Simply put, a million or more Sunnis of Pakistani background, who comprise the main element among British Asian Muslims, also include the largest contingent of radical Muslims in Europe. Their jihadist sympathies embody an imported ideology, organised through mosques and other religious institutions, rather than a 'homegrown' phenomenon, as the cliché would have it. They are symbolised by individuals like Rashid Rauf, the British-born Birmingham Muslim who was arrested on the Pakistan-Afghanistan border two weeks ago and who is now the chief suspect in the terror enterprise, and his brother Tayib, who is in custody in the UK.

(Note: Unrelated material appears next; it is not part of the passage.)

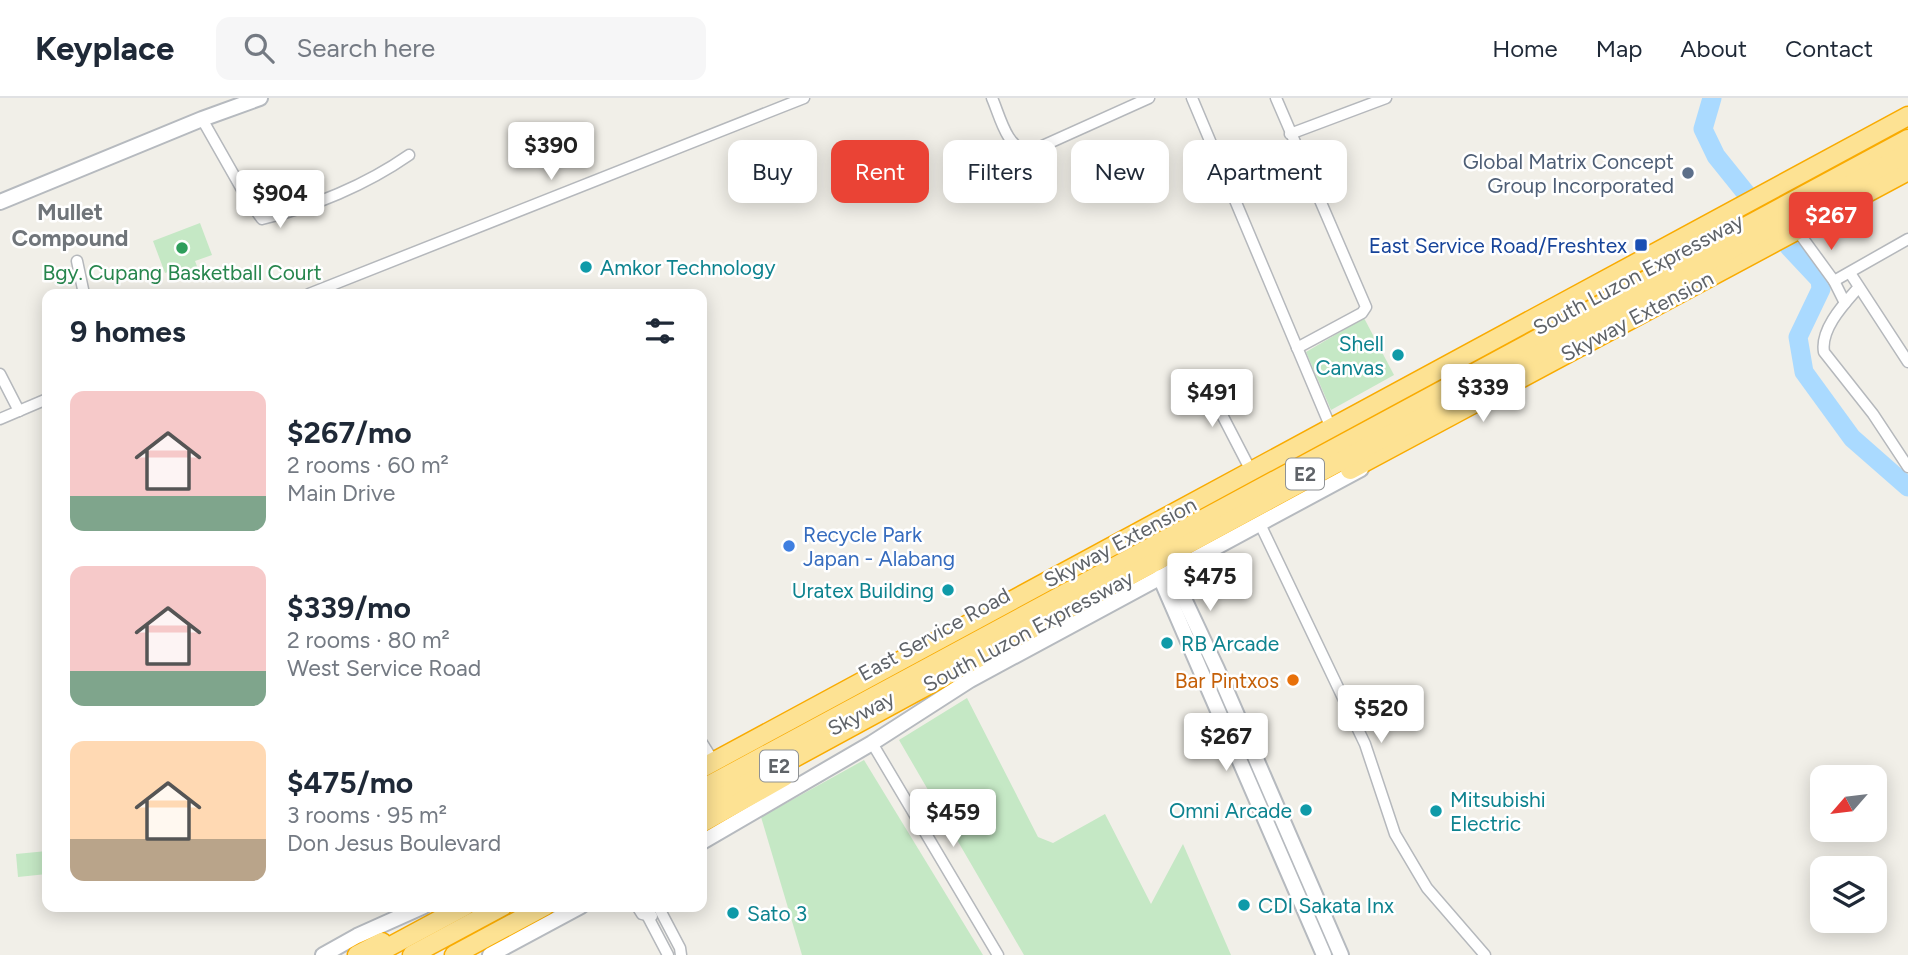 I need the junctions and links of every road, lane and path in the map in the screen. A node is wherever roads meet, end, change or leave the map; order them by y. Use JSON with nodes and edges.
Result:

Dr Irfan Ahmed Al-Alawi, head of the UK Islamic Heritage Foundation and an outstanding British Muslim adversary of the extremists, put it well at a Washington conference on Euro-Islam in June. He declared, 'Students who graduate from the Muslim schools in England and those who become extremists have the same brainwashing done to them as the Taleban. There is extremist Islam within the United Kingdom -- yes, there is -- and we should clean out our own house.' I learnt about the problem of British Islam -- which is unique when compared with Muslim community life in France, Germany and the rest of Western Europe -- while pursuing my commitment to moderate Islam worldwide. I became Muslim in 1997 in Bosnia-Hercegovina, following a decade of reporting and writing about the end of Yugoslavia. In the Balkans I learnt about the Saudi cult of Wahabism, which aims to control all Sunni Muslims around the globe and inspires al-Qa'eda. Before and after 11 September 2001 I worked to expose Wahabism. I then co-founded a public charity, the Center for Islamic Pluralism, as a network of moderate Muslims in the US and Canada, Western Europe, Saudi Arabia, Iraq, Iran, Israel, the Balkans, Turkey, Pakistan and India, and Central and Southeast Asia. But as I travelled back and forth, to Britain among other places, and spoke to British Muslim representatives in international forums, it became clear that the UK faces the most serious jihad danger of any country in Western Europe.

Imported Muslim clerics are the basis of the threat. Islam in the UK is overwhelmingly influenced by imams and other religious officials born in Pakistan and trained in that country or in Saudi Arabia.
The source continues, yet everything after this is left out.